- _What you need to do_: Every line of the data below should be printed exactly.
** Data for this exercise follows **
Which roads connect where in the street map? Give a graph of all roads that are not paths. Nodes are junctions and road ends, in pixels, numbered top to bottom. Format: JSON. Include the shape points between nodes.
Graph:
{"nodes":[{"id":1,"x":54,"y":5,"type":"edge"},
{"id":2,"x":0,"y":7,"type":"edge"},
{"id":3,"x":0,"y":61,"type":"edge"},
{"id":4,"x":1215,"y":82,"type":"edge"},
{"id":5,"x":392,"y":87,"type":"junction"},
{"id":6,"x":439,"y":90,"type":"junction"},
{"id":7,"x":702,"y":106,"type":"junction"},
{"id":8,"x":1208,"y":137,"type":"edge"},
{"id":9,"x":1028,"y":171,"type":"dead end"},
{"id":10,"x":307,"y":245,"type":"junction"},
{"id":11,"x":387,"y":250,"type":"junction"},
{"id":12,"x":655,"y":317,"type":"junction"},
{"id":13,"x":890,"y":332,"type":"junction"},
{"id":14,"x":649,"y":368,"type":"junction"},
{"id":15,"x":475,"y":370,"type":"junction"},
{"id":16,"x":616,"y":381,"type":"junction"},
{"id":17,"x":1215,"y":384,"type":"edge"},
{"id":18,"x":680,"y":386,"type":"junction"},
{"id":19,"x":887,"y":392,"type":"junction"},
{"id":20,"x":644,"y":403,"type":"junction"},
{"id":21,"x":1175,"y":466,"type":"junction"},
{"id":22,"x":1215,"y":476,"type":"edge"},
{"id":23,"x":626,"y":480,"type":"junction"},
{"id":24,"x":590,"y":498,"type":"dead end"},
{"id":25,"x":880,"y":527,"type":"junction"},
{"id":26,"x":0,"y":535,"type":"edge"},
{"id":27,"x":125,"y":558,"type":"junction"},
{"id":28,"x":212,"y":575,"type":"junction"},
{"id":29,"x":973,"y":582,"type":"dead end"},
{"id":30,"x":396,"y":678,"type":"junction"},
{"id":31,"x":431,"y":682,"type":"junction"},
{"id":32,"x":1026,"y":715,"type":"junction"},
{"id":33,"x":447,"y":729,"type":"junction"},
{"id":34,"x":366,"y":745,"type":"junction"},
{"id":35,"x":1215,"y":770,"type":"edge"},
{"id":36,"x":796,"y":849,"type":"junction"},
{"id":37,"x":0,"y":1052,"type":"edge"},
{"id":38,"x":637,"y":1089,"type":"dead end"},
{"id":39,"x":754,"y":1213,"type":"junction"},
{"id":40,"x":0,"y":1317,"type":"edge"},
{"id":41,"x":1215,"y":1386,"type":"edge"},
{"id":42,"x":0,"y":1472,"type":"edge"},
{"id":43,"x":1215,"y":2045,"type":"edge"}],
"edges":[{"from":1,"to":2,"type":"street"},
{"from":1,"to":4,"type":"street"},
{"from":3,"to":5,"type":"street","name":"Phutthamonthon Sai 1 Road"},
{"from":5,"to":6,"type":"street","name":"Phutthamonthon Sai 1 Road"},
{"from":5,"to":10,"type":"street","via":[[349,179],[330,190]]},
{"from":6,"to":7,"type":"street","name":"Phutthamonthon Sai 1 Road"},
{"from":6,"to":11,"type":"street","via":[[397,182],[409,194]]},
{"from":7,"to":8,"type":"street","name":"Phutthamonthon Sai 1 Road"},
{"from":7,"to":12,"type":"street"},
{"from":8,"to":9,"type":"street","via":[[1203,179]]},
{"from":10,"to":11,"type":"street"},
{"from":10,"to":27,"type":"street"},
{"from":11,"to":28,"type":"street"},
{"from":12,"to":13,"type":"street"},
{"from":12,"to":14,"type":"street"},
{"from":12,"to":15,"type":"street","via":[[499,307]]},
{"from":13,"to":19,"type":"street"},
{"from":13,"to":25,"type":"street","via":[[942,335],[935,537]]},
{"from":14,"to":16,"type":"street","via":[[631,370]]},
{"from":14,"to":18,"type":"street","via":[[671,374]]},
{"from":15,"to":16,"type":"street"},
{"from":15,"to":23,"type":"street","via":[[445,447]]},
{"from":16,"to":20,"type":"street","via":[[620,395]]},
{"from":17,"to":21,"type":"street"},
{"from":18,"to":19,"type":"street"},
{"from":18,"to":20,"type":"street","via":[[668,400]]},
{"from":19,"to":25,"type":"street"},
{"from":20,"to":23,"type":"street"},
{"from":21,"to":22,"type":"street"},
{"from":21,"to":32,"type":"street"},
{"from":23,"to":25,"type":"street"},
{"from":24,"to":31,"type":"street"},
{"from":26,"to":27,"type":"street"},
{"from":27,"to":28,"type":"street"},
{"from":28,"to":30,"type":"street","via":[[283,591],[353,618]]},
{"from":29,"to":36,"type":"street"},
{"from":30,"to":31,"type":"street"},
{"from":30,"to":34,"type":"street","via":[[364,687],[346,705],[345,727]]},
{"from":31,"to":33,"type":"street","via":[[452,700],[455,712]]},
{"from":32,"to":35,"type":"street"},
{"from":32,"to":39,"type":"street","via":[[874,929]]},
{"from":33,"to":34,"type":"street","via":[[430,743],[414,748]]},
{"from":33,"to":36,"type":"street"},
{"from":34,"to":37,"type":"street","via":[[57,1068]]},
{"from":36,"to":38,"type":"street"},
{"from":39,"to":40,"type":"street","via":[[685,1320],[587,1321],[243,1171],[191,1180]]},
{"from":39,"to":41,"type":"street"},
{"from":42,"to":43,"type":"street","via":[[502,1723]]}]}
** End of Data for this exercise **
- _Task output_:
Which roads connect where in the street map? Give a graph of all roads that are not paths. Nodes are junctions and road ends, in pixels, numbered top to bottom. Format: JSON. Include the shape points between nodes.
Graph:
{"nodes":[{"id":1,"x":54,"y":5,"type":"edge"},
{"id":2,"x":0,"y":7,"type":"edge"},
{"id":3,"x":0,"y":61,"type":"edge"},
{"id":4,"x":1215,"y":82,"type":"edge"},
{"id":5,"x":392,"y":87,"type":"junction"},
{"id":6,"x":439,"y":90,"type":"junction"},
{"id":7,"x":702,"y":106,"type":"junction"},
{"id":8,"x":1208,"y":137,"type":"edge"},
{"id":9,"x":1028,"y":171,"type":"dead end"},
{"id":10,"x":307,"y":245,"type":"junction"},
{"id":11,"x":387,"y":250,"type":"junction"},
{"id":12,"x":655,"y":317,"type":"junction"},
{"id":13,"x":890,"y":332,"type":"junction"},
{"id":14,"x":649,"y":368,"type":"junction"},
{"id":15,"x":475,"y":370,"type":"junction"},
{"id":16,"x":616,"y":381,"type":"junction"},
{"id":17,"x":1215,"y":384,"type":"edge"},
{"id":18,"x":680,"y":386,"type":"junction"},
{"id":19,"x":887,"y":392,"type":"junction"},
{"id":20,"x":644,"y":403,"type":"junction"},
{"id":21,"x":1175,"y":466,"type":"junction"},
{"id":22,"x":1215,"y":476,"type":"edge"},
{"id":23,"x":626,"y":480,"type":"junction"},
{"id":24,"x":590,"y":498,"type":"dead end"},
{"id":25,"x":880,"y":527,"type":"junction"},
{"id":26,"x":0,"y":535,"type":"edge"},
{"id":27,"x":125,"y":558,"type":"junction"},
{"id":28,"x":212,"y":575,"type":"junction"},
{"id":29,"x":973,"y":582,"type":"dead end"},
{"id":30,"x":396,"y":678,"type":"junction"},
{"id":31,"x":431,"y":682,"type":"junction"},
{"id":32,"x":1026,"y":715,"type":"junction"},
{"id":33,"x":447,"y":729,"type":"junction"},
{"id":34,"x":366,"y":745,"type":"junction"},
{"id":35,"x":1215,"y":770,"type":"edge"},
{"id":36,"x":796,"y":849,"type":"junction"},
{"id":37,"x":0,"y":1052,"type":"edge"},
{"id":38,"x":637,"y":1089,"type":"dead end"},
{"id":39,"x":754,"y":1213,"type":"junction"},
{"id":40,"x":0,"y":1317,"type":"edge"},
{"id":41,"x":1215,"y":1386,"type":"edge"},
{"id":42,"x":0,"y":1472,"type":"edge"},
{"id":43,"x":1215,"y":2045,"type":"edge"}],
"edges":[{"from":1,"to":2,"type":"street"},
{"from":1,"to":4,"type":"street"},
{"from":3,"to":5,"type":"street","name":"Phutthamonthon Sai 1 Road"},
{"from":5,"to":6,"type":"street","name":"Phutthamonthon Sai 1 Road"},
{"from":5,"to":10,"type":"street","via":[[349,179],[330,190]]},
{"from":6,"to":7,"type":"street","name":"Phutthamonthon Sai 1 Road"},
{"from":6,"to":11,"type":"street","via":[[397,182],[409,194]]},
{"from":7,"to":8,"type":"street","name":"Phutthamonthon Sai 1 Road"},
{"from":7,"to":12,"type":"street"},
{"from":8,"to":9,"type":"street","via":[[1203,179]]},
{"from":10,"to":11,"type":"street"},
{"from":10,"to":27,"type":"street"},
{"from":11,"to":28,"type":"street"},
{"from":12,"to":13,"type":"street"},
{"from":12,"to":14,"type":"street"},
{"from":12,"to":15,"type":"street","via":[[499,307]]},
{"from":13,"to":19,"type":"street"},
{"from":13,"to":25,"type":"street","via":[[942,335],[935,537]]},
{"from":14,"to":16,"type":"street","via":[[631,370]]},
{"from":14,"to":18,"type":"street","via":[[671,374]]},
{"from":15,"to":16,"type":"street"},
{"from":15,"to":23,"type":"street","via":[[445,447]]},
{"from":16,"to":20,"type":"street","via":[[620,395]]},
{"from":17,"to":21,"type":"street"},
{"from":18,"to":19,"type":"street"},
{"from":18,"to":20,"type":"street","via":[[668,400]]},
{"from":19,"to":25,"type":"street"},
{"from":20,"to":23,"type":"street"},
{"from":21,"to":22,"type":"street"},
{"from":21,"to":32,"type":"street"},
{"from":23,"to":25,"type":"street"},
{"from":24,"to":31,"type":"street"},
{"from":26,"to":27,"type":"street"},
{"from":27,"to":28,"type":"street"},
{"from":28,"to":30,"type":"street","via":[[283,591],[353,618]]},
{"from":29,"to":36,"type":"street"},
{"from":30,"to":31,"type":"street"},
{"from":30,"to":34,"type":"street","via":[[364,687],[346,705],[345,727]]},
{"from":31,"to":33,"type":"street","via":[[452,700],[455,712]]},
{"from":32,"to":35,"type":"street"},
{"from":32,"to":39,"type":"street","via":[[874,929]]},
{"from":33,"to":34,"type":"street","via":[[430,743],[414,748]]},
{"from":33,"to":36,"type":"street"},
{"from":34,"to":37,"type":"street","via":[[57,1068]]},
{"from":36,"to":38,"type":"street"},
{"from":39,"to":40,"type":"street","via":[[685,1320],[587,1321],[243,1171],[191,1180]]},
{"from":39,"to":41,"type":"street"},
{"from":42,"to":43,"type":"street","via":[[502,1723]]}]}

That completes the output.